The package exposes almost all functionality of the fst crate, except for:

  • Combining the results of slicing, search and search_re with set operations
  • Using raw transducers

Examples

from rust_fst import Map, Set

# Building a set in memory
keys = ["fa", "fo", "fob", "focus", "foo", "food", "foul"]
s = Set.from_iter(keys)

# Fuzzy searches on the set
matches = list(s.search(term="foo", max_dist=1))
assert matches == ["fo", "fob", "foo", "food"]

# Searching with a regular expression
matches = list(s.search_re(r'f\w{2}'))
assert matches == ["fob", "foo"]

# Store map on disk, requiring only constant memory for querying
items = [("bruce", 1), ("clarence", 2), ("stevie", 3)]
m = Map.from_iter(items, path="/tmp/map.fst")

# Find all items whose key is greater or equal (in lexicographical sense) to
# 'clarence'
matches = dict(m['clarence':])
assert matches == {'clarence': 2, 'stevie': 3}

# Create a map from a file input, using generators/yield
# The input file must be sorted on the first column, and look roughly like
#   keyA 123
#   keyB 456
def file_iterator(fpath):
  with open(fpath, 'rt') as fp:
    for line in fp:
      key, value = line.strip().split()
      yield key, int(value)
m = Map.from_iter( file_iterator('/your/input/file/'), '/your/mmapped/output.fst')

# re-open a file you built previously with from_iter()
m = Map(path='/path/to/existing.fst')

API Reference

class rust_fst.Set(path, _pointer=None)[source]

An immutable ordered string set backed by a finite state transducer.

The set can either be constructed in memory or on disk.
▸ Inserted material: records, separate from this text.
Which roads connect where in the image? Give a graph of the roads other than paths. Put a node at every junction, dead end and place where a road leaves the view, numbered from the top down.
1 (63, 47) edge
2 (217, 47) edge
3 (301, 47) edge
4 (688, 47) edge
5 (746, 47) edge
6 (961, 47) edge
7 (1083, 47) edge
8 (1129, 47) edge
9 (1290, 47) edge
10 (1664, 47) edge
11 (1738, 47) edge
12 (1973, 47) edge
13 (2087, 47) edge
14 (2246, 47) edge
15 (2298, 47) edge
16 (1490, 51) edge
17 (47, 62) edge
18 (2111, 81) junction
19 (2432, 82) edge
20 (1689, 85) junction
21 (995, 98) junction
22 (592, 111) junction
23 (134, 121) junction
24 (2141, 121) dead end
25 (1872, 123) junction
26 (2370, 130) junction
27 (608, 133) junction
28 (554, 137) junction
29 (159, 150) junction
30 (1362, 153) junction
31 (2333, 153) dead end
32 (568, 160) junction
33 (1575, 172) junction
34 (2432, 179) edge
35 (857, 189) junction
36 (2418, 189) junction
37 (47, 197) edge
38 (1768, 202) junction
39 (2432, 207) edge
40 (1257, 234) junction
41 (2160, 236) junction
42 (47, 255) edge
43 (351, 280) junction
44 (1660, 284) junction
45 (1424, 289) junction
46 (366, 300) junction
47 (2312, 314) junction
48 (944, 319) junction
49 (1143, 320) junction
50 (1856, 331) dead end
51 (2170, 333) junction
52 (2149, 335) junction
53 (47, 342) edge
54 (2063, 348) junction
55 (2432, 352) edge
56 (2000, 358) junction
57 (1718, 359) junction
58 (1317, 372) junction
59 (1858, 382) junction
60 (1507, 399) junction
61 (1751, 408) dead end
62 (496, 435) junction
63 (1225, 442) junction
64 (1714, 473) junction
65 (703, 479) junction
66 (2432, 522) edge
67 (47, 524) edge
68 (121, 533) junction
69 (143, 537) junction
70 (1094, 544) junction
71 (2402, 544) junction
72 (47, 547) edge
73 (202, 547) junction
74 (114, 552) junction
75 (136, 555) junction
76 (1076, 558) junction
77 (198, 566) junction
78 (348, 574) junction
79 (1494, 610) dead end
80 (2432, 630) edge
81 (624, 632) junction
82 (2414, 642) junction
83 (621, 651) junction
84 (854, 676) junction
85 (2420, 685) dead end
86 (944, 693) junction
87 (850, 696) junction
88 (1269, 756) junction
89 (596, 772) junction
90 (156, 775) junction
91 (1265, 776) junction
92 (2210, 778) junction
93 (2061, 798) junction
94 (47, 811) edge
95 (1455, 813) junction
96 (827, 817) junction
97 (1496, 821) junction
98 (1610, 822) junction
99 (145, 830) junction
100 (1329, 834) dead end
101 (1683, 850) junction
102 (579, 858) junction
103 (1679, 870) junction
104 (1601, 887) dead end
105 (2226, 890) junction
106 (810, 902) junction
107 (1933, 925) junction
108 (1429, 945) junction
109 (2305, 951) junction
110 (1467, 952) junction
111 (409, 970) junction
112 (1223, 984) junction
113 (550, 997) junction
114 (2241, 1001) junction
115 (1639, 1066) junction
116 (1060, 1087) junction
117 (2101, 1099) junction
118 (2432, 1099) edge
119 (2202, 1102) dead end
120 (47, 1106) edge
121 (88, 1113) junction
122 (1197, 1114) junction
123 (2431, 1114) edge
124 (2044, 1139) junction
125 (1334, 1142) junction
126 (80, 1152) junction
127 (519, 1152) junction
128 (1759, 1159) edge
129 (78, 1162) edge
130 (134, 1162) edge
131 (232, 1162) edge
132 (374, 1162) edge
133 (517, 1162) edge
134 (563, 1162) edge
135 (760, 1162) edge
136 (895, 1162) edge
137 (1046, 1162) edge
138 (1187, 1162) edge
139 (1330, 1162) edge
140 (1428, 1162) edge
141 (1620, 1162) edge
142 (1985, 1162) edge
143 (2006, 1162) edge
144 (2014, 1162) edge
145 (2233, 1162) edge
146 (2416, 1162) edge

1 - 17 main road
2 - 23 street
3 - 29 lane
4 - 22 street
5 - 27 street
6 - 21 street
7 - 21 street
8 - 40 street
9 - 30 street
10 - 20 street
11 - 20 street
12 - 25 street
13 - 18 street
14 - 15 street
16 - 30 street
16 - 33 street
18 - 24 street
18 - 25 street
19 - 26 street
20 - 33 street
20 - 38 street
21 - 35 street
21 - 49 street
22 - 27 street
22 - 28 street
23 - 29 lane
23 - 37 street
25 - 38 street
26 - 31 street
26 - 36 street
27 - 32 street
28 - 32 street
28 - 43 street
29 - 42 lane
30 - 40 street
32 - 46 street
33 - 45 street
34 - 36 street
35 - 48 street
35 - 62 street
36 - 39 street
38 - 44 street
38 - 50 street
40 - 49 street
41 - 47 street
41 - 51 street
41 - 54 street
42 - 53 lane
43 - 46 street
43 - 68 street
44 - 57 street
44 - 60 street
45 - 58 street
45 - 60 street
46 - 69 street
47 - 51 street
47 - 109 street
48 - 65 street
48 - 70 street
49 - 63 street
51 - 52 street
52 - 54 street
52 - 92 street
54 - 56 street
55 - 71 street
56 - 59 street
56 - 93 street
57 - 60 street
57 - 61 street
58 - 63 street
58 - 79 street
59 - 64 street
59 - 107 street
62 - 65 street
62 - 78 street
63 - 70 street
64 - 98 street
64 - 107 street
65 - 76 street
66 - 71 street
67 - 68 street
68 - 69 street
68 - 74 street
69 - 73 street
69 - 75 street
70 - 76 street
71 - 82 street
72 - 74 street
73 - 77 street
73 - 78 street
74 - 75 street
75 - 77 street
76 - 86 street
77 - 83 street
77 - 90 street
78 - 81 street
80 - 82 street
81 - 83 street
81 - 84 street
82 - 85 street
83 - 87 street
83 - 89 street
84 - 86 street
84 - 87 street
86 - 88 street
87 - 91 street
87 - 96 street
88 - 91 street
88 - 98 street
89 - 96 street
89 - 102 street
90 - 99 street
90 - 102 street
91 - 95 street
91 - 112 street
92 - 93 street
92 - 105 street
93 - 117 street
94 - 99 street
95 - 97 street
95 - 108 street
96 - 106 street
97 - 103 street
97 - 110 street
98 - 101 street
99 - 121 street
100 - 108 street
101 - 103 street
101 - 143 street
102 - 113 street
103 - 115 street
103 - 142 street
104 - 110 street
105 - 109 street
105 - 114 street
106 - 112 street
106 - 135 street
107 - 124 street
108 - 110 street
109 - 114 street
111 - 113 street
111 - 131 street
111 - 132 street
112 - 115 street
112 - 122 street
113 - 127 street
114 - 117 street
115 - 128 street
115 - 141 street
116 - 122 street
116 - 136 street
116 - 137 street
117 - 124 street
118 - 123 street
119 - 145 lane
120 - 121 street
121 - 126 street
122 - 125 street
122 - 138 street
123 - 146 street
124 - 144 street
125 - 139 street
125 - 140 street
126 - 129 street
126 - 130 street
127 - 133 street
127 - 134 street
For large datasets it is recommended to store it on disk, since memory usage will be constant due to the file being memory-mapped.

To build a set, use the from_iter() classmethod and pass it an iterator and (optionally) a path where the set should be stored. If the latter is missing, the set will be built in memory.

The interface follows the built-in set type, with a few additions:

  • Range queries with slicing syntax (i.e. myset[‘c’:’f’] will return an iterator over all items in the set that start with ‘c’, ‘d’ or ‘e’)
  • Performing fuzzy searches on the set bounded by Levenshtein edit distance
  • Performing a search with a regular expression

A few caveats must be kept in mind:

  • Once constructed, a Set can never be modified.
  • Sets must be built with iterators of lexicographically sorted unicode strings
static build(*args, **kwds)[source]

Context manager to build a new set.

Call insert() on the returned builder object to insert new items into the set. Keep in mind that insertion must happen in lexicographical order, otherwise an exception will be thrown.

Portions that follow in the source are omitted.